- Action item -
The records follow. Copy them exactly, but omit the pictures.

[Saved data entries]
----

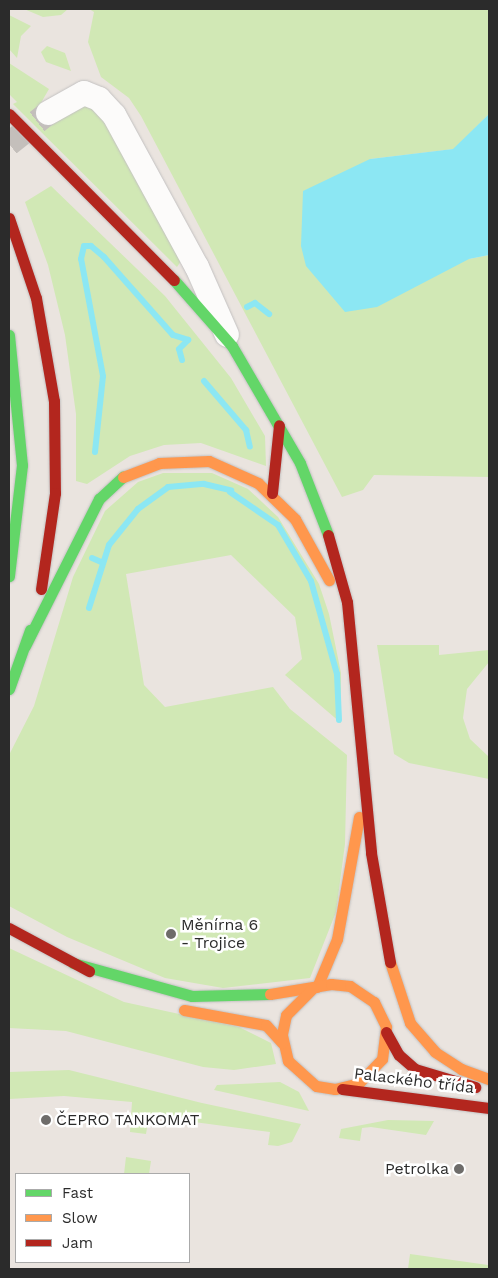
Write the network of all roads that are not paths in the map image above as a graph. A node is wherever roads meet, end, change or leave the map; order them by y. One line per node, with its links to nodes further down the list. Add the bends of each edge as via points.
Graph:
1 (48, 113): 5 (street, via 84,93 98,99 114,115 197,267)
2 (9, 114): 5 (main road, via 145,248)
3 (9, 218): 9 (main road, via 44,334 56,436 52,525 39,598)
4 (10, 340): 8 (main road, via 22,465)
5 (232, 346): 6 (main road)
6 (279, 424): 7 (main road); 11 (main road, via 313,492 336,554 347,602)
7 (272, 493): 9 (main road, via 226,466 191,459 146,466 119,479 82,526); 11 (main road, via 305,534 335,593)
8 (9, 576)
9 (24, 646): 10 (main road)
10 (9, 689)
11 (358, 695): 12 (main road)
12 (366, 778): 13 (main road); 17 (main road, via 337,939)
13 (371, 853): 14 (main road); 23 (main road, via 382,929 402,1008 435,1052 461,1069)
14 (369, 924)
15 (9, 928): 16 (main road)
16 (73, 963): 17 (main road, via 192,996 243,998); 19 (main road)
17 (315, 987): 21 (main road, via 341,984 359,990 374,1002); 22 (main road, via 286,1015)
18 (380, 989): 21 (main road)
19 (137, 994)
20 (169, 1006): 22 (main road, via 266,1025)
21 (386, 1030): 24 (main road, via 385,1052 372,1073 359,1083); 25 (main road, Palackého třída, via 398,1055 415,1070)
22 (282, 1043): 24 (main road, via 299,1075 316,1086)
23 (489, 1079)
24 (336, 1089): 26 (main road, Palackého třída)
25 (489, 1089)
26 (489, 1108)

----

- Response to the task -
Write the network of all roads that are not paths in the map image above as a graph. A node is wherever roads meet, end, change or leave the map; order them by y. One line per node, with its links to nodes further down the list. Add the bends of each edge as via points.
Graph:
1 (48, 113): 5 (street, via 84,93 98,99 114,115 197,267)
2 (9, 114): 5 (main road, via 145,248)
3 (9, 218): 9 (main road, via 44,334 56,436 52,525 39,598)
4 (10, 340): 8 (main road, via 22,465)
5 (232, 346): 6 (main road)
6 (279, 424): 7 (main road); 11 (main road, via 313,492 336,554 347,602)
7 (272, 493): 9 (main road, via 226,466 191,459 146,466 119,479 82,526); 11 (main road, via 305,534 335,593)
8 (9, 576)
9 (24, 646): 10 (main road)
10 (9, 689)
11 (358, 695): 12 (main road)
12 (366, 778): 13 (main road); 17 (main road, via 337,939)
13 (371, 853): 14 (main road); 23 (main road, via 382,929 402,1008 435,1052 461,1069)
14 (369, 924)
15 (9, 928): 16 (main road)
16 (73, 963): 17 (main road, via 192,996 243,998); 19 (main road)
17 (315, 987): 21 (main road, via 341,984 359,990 374,1002); 22 (main road, via 286,1015)
18 (380, 989): 21 (main road)
19 (137, 994)
20 (169, 1006): 22 (main road, via 266,1025)
21 (386, 1030): 24 (main road, via 385,1052 372,1073 359,1083); 25 (main road, Palackého třída, via 398,1055 415,1070)
22 (282, 1043): 24 (main road, via 299,1075 316,1086)
23 (489, 1079)
24 (336, 1089): 26 (main road, Palackého třída)
25 (489, 1089)
26 (489, 1108)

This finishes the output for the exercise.